DSW (NYSE:DSW) updated investors on its fiscal 2012 second-quarter progress. The firm noted that earnings expansion looks weak as a result of increased pre-opening costs and an unfavorable product mix that leans more toward discounted and clearance items than full-priced items. Nevertheless, management reiterated its top-line same-store sales growth forecast of between 2 to 4% for the quarter, as well as the company's full-year earnings guidance of $3.25 to $3.40 per share (on a 3 to 5% increase in same-store-sales). We think the firm's shares are fairly valued at current levels, and we see no reason to change our long-term valuation of the firm in light of news.
With shares falling over 10% on Monday, we suspect investors are questioning the legitimacy of the company's full-year outlook. Although DSW is considered a designer destination (the name stands for Designer Shoe Warehouse), the DSW shopper may not be as resilient as high-end consumers at Nordstrom (NYSE:JWN) or Saks (NYSE:SKS). Yet, some of its peers like TJ Maxx (NYSE:TJX) and Ross Stores (NASDAQ:ROST) have yet to see a similar slowdown.
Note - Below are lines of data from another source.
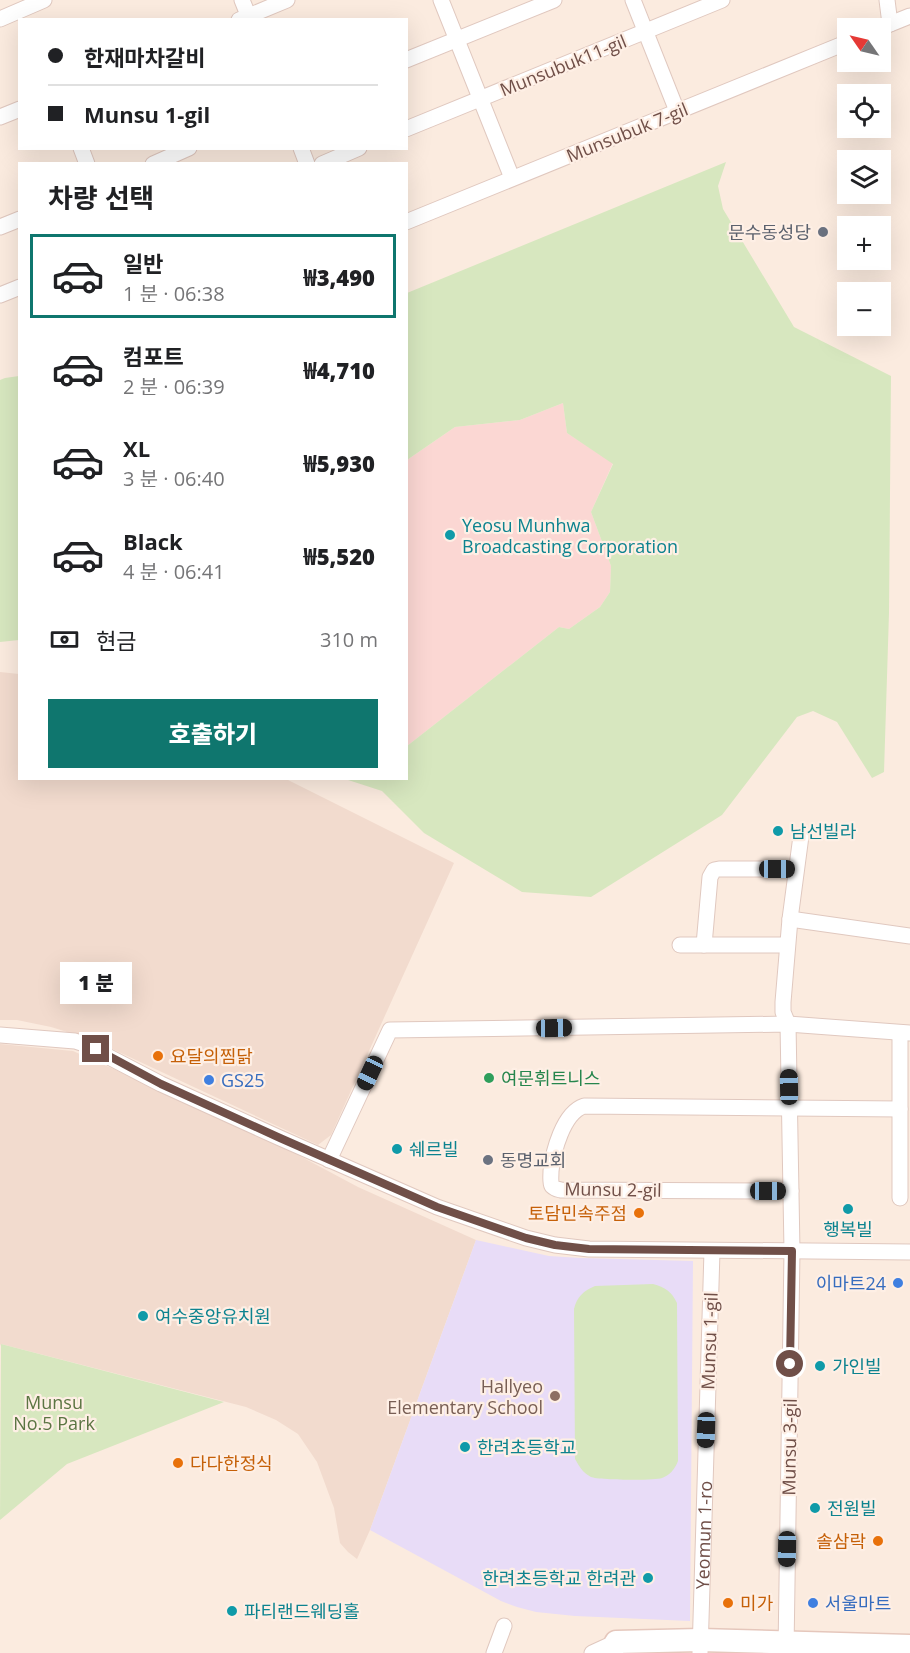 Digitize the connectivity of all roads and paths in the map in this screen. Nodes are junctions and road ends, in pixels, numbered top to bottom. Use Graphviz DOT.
graph roads {
  1 [pos="44,0"];
  2 [pos="242,0"];
  3 [pos="287,0"];
  4 [pos="441,0"];
  5 [pos="554,0"];
  6 [pos="633,0"];
  7 [pos="722,0"];
  8 [pos="887,0"];
  9 [pos="24,14"];
  10 [pos="910,16"];
  11 [pos="246,18"];
  12 [pos="886,18"];
  13 [pos="0,19"];
  14 [pos="891,24"];
  15 [pos="646,31"];
  16 [pos="457,39"];
  17 [pos="837,46"];
  18 [pos="408,59"];
  19 [pos="480,99"];
  20 [pos="18,110"];
  21 [pos="677,111"];
  22 [pos="0,117"];
  23 [pos="408,128"];
  24 [pos="184,150"];
  25 [pos="354,150"];
  26 [pos="158,162"];
  27 [pos="327,162"];
  28 [pos="512,178"];
  29 [pos="18,220"];
  30 [pos="408,221"];
  31 [pos="0,227"];
  32 [pos="18,288"];
  33 [pos="0,295"];
  34 [pos="801,836"];
  35 [pos="796,869"];
  36 [pos="790,919"];
  37 [pos="910,936"];
  38 [pos="680,945"];
  39 [pos="704,945"];
  40 [pos="787,945"];
  41 [pos="788,1024"];
  42 [pos="905,1033"];
  43 [pos="0,1035"];
  44 [pos="789,1108"];
  45 [pos="900,1109"];
  46 [pos="329,1160"];
  47 [pos="791,1191"];
  48 [pos="900,1198"];
  49 [pos="712,1251"];
  50 [pos="792,1251"];
  51 [pos="910,1252"];
  52 [pos="706,1430"];
  53 [pos="504,1626"];
  54 [pos="910,1646"];
  55 [pos="616,1647"];
  56 [pos="700,1647"];
  57 [pos="786,1648"];
  58 [pos="494,1653"];
  59 [pos="592,1653"];
  1 -- 9 [label="street"];
  2 -- 11 [label="street"];
  3 -- 11 [label="street"];
  4 -- 16 [label="street, Munsubuk11-gil"];
  5 -- 16 [label="street"];
  6 -- 15 [label="street, Munsubuk11-gil"];
  7 -- 15 [label="street"];
  8 -- 12 [label="street"];
  9 -- 13 [label="street"];
  10 -- 14 [label="street"];
  15 -- 19 [label="street, Munsubuk11-gil"];
  15 -- 21 [label="street, Munsubuk11-gil"];
  16 -- 18 [label="street"];
  16 -- 19 [label="street, Munsubuk11-gil"];
  17 -- 21 [label="street, Munsubuk 7-gil"];
  19 -- 23 [label="street, Munsubuk11-gil"];
  19 -- 28 [label="street, Munsubuk11-gil"];
  20 -- 22 [label="street"];
  21 -- 28 [label="street, Munsubuk 7-gil"];
  24 -- 26 [label="street"];
  25 -- 27 [label="street"];
  28 -- 30 [label="street, Munsubuk 7-gil"];
  29 -- 31 [label="street"];
  32 -- 33 [label="street"];
  34 -- 35 [label="street"];
  35 -- 36 [label="street"];
  35 -- 39 [label="street"];
  36 -- 37 [label="street"];
  36 -- 40 [label="street"];
  38 -- 39 [label="street"];
  39 -- 40 [label="street"];
  40 -- 41 [label="street"];
  41 -- 42 [label="street"];
  41 -- 44 [label="street"];
  41 -- 46 [label="street"];
  42 -- 45 [label="street"];
  43 -- 46 [label="street"];
  44 -- 45 [label="street, Munsu 2-gil"];
  44 -- 47 [label="street"];
  44 -- 47 [label="street, Munsu 2-gil"];
  45 -- 48 [label="street"];
  46 -- 49 [label="street"];
  47 -- 50 [label="street"];
  49 -- 50 [label="street"];
  49 -- 52 [label="street, Munsu 1-gil"];
  50 -- 51 [label="street"];
  50 -- 57 [label="street, Munsu 3-gil"];
  52 -- 56 [label="street, Yeomun 1-ro"];
  53 -- 58 [label="street"];
  54 -- 57 [label="street"];
  55 -- 56 [label="street"];
  55 -- 59 [label="street"];
  56 -- 57 [label="street"];
}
Therefore, we think the margin warnings at DSW could signal some weakness in product mix or consumers seeking greater value in light of economic concerns. We saw similar results at The Men's Wearhouse's (NYSE:MW) K&G where shoppers flocked to the store's value deals, rather than paying full price for other items.
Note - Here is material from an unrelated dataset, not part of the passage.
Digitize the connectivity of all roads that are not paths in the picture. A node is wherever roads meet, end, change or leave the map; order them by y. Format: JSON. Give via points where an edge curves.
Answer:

Nevertheless, the news wasn't entirely negative. The board of directors authorized a $100 million share buyback program, as the company has a stockpile of about $370 million in cash. Additionally, the firm remains on track to open 35-40 stores during its fiscal 2012, suggesting management isn't too concerned about weakening consumer spending. DSW retains a clean balance sheet, with a favorable cash balance and no long-term debt. With an annual dividend yield of 1.4%, we don't view DSW as a very compelling income investment at this time. The firm registers a 6 on our DCF-based Valuentum Buying Index methodology (click here), so we'd wait for a significant pull back in the shares before getting excited about the shoe retailer.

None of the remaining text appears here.